I feel you! I've been there with my now 9 year old SD and it was the same things where I could say something and she'd throw a tantrum and he'd say the SAME EXACT THING and her world was right again. Next time, don't wake daddy. Say "I know you're tired, you still have to get dressed. You have ten minutes and then you're going to lose a privelege (like TV in the afternoon or going to the park, etc.) Follow through! I can't stress that enough. If she's still throwing a tantrum after that, and won't listen, put her in the corner! I kid you not. A six minute time out will really turn a 6 year old around! Make sure you explain that whining, screaming, and throwing fits is completely unacceptable.
When my SD went through this I told her "If you scream at me one more time you'll go to the corner," she didn't believe me the first few times, but finally it got through to her and she started straightening up. She threw fits about everything from eating dinner, to getting ready in the morning, to going to bed at night, to doing her homework/reading for school, to just not getting her way constantly.
You also need to sit down with your DH and explain that this is a daily thing for her and that you're tired of her screaming and throwing fits. Even if her throat does hurt, which obviously it doesn't if she's capable of throwing that kind of fit, there is no reason to scream about it.
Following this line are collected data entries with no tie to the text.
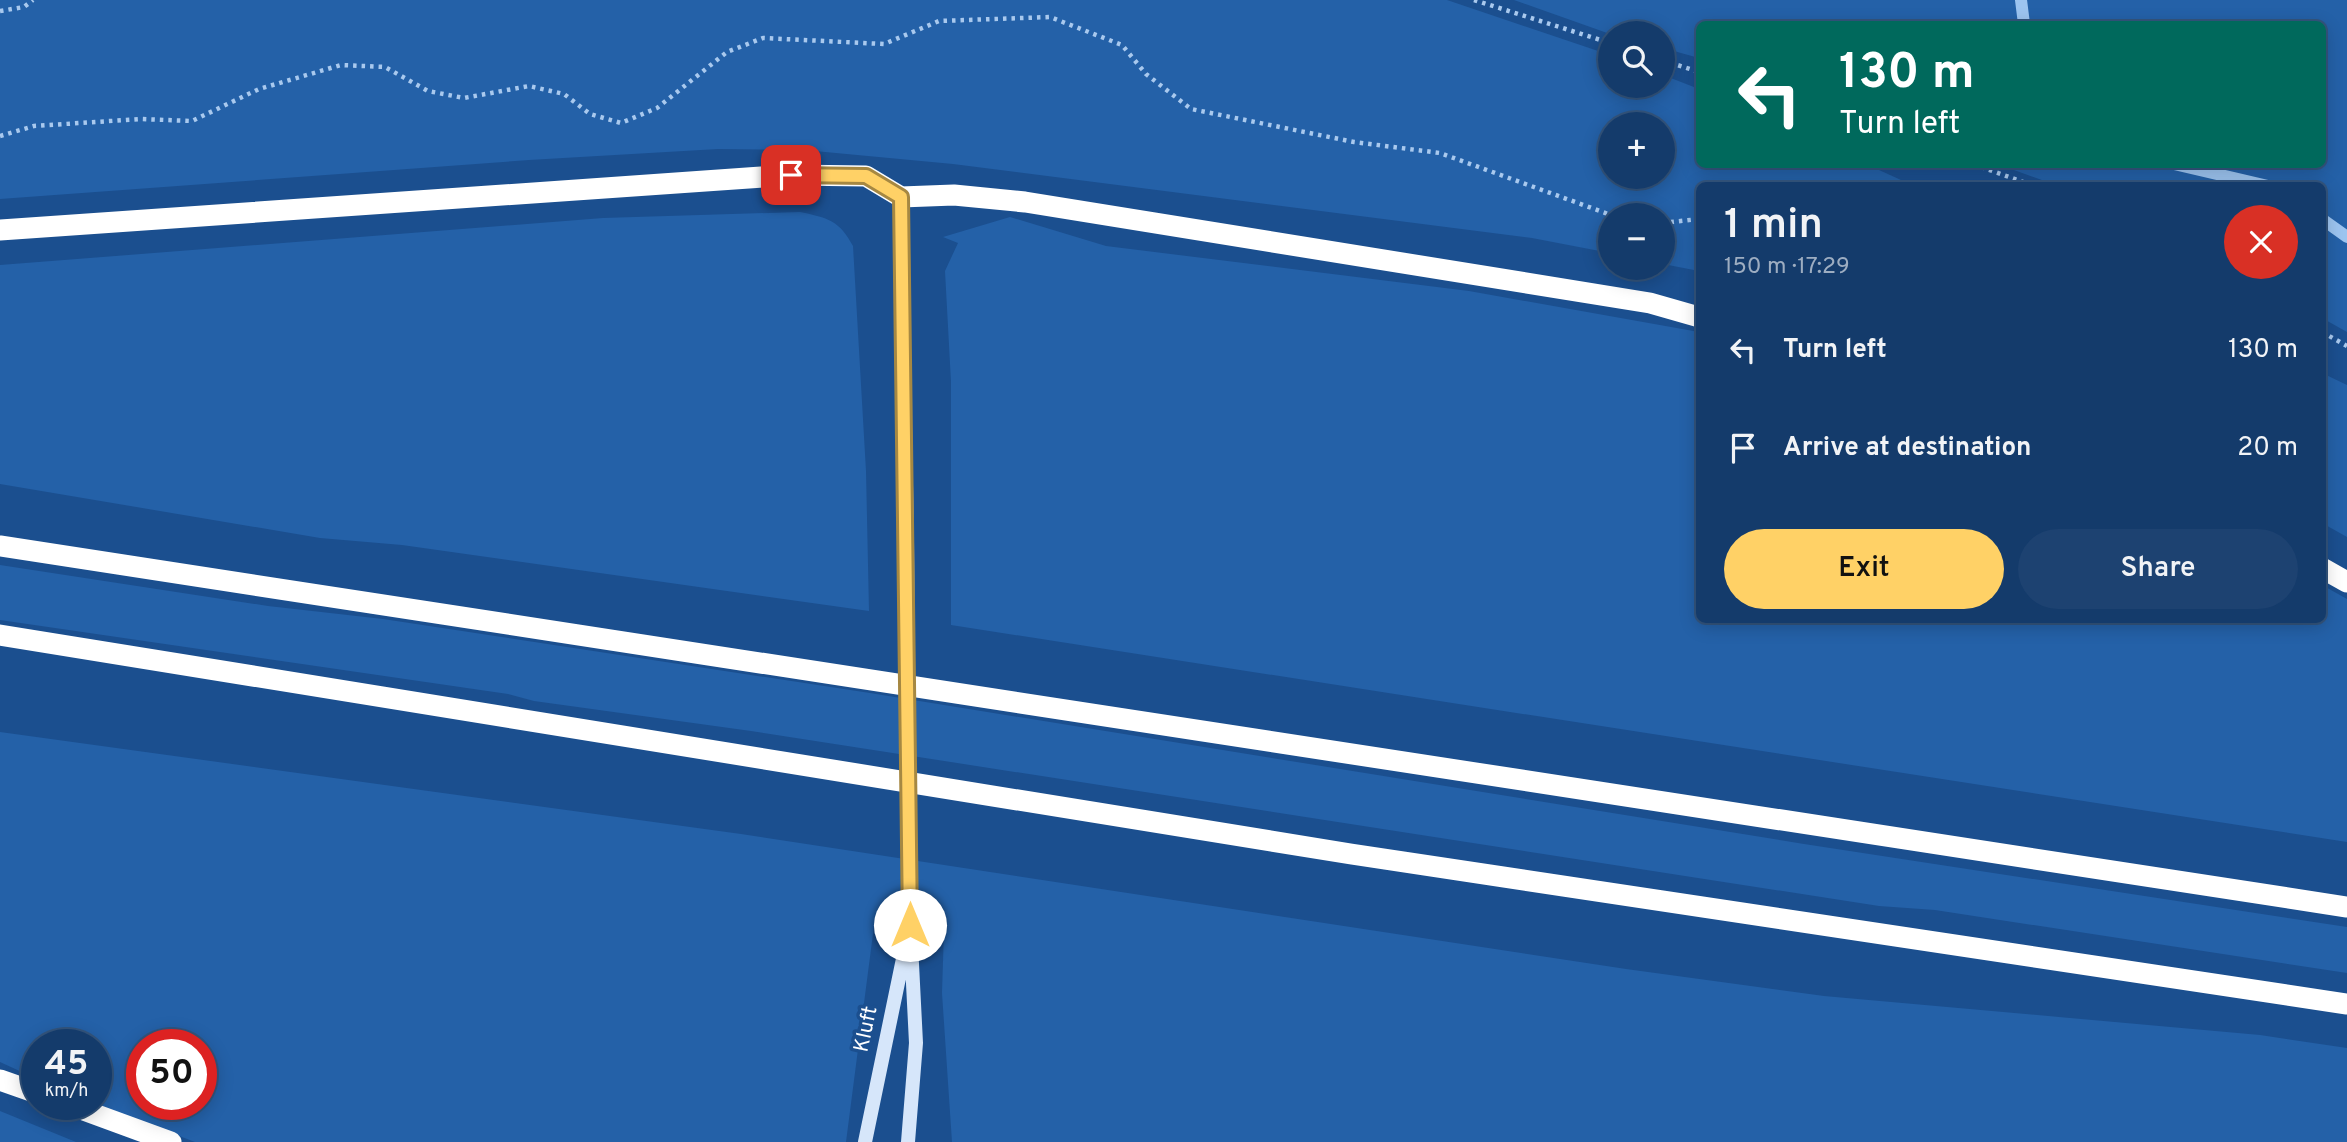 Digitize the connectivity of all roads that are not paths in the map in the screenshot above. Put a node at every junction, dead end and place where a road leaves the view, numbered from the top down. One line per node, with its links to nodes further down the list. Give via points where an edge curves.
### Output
1 (901, 197): 2 (highway, via 866,176 791,175); 3 (highway, via 954,195 1025,202 1650,303); 11 (main road, Kluft, bridge)
2 (0, 230)
3 (1696, 316)
4 (0, 546): 10 (highway)
5 (2326, 570): 6 (highway)
6 (2347, 582)
7 (0, 635): 8 (highway)
8 (40, 642): 9 (highway); 12 (highway, via 1351,855)
9 (0, 643)
10 (2347, 907)
11 (910, 925): 17 (main road, Kluft); 18 (main road, Kluft, via 916,1043)
12 (2347, 1004)
13 (0, 1080): 14 (highway)
14 (21, 1087)
15 (111, 1120): 16 (highway)
16 (171, 1142)
17 (865, 1142)
18 (908, 1142) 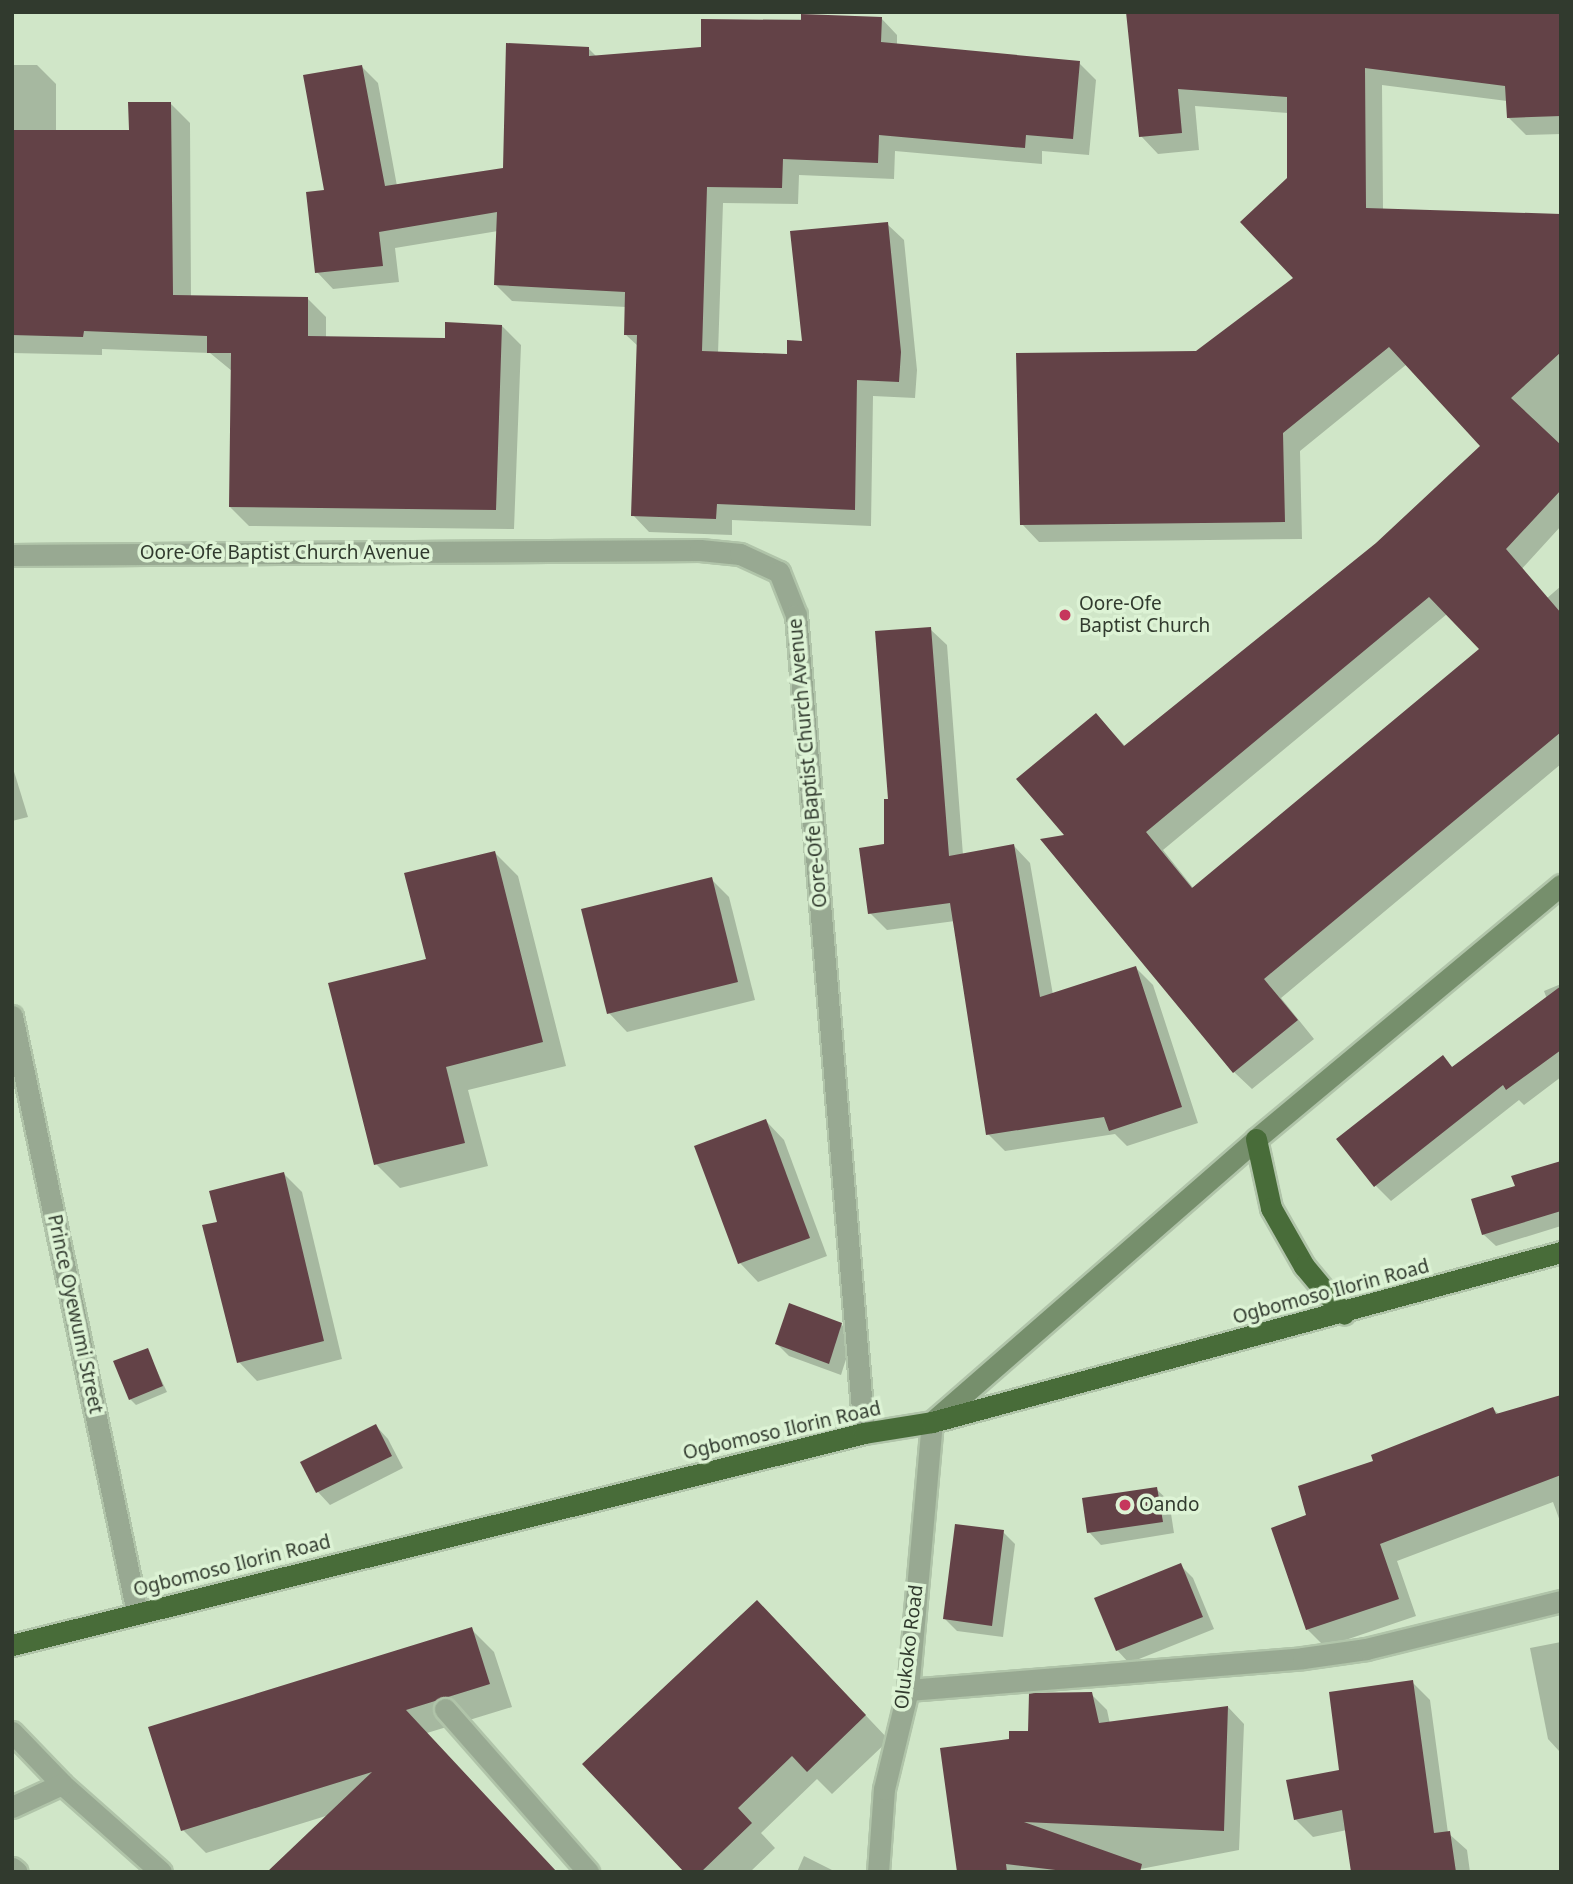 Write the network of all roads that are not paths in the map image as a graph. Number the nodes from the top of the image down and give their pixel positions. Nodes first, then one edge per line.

You'd already offered to make tea and she was still throwing a fit. I've been there, though, and I know it's hard for dad's to get it sometimes. When my SD was throwing most of her fits it was when Daddy wasn't around (he worked nights and didn't get off work until SD was already in school for the day. So I told him that the next time she threw a fit I was going to call him and let him hear it. I wasn't going to tell her I was calling him. Sure enough, that night she started screaming at me because she didn't like what I'd made for dinner and so I quietly got up and went into the kitchen and called him, didn't say a word to him and just went back into the dining area and sat down and asked her nicely to please eat and she screamed and was hateful and told me "My Daddy wouldn't make me eat this, he lets me eat anything I want!" It was a huge wake up call for my husband. He realized how much she was playing him and manipulating him and how he'd been letting her get away with being a spoiled brat.
If you don't mind my asking, how long have you been in her life? If she's still transitioning to having you in her life, that could be why she's behaving like this. If she's used to having Daddy all to herself then she's going to fight having you around.
by MariIBJanuary 17 at 11:59 AM
I have been in her life for two years now. I did sit down with DH and he knows how I feel and that she throws tantrums to get his attention. He said it was hard for him since she was his little princess. I have tried the time outs and all she does is get up and refuse to go back. I cant physically restrain her. I have taken toys away and she has lost privileges. All I get is I am mean.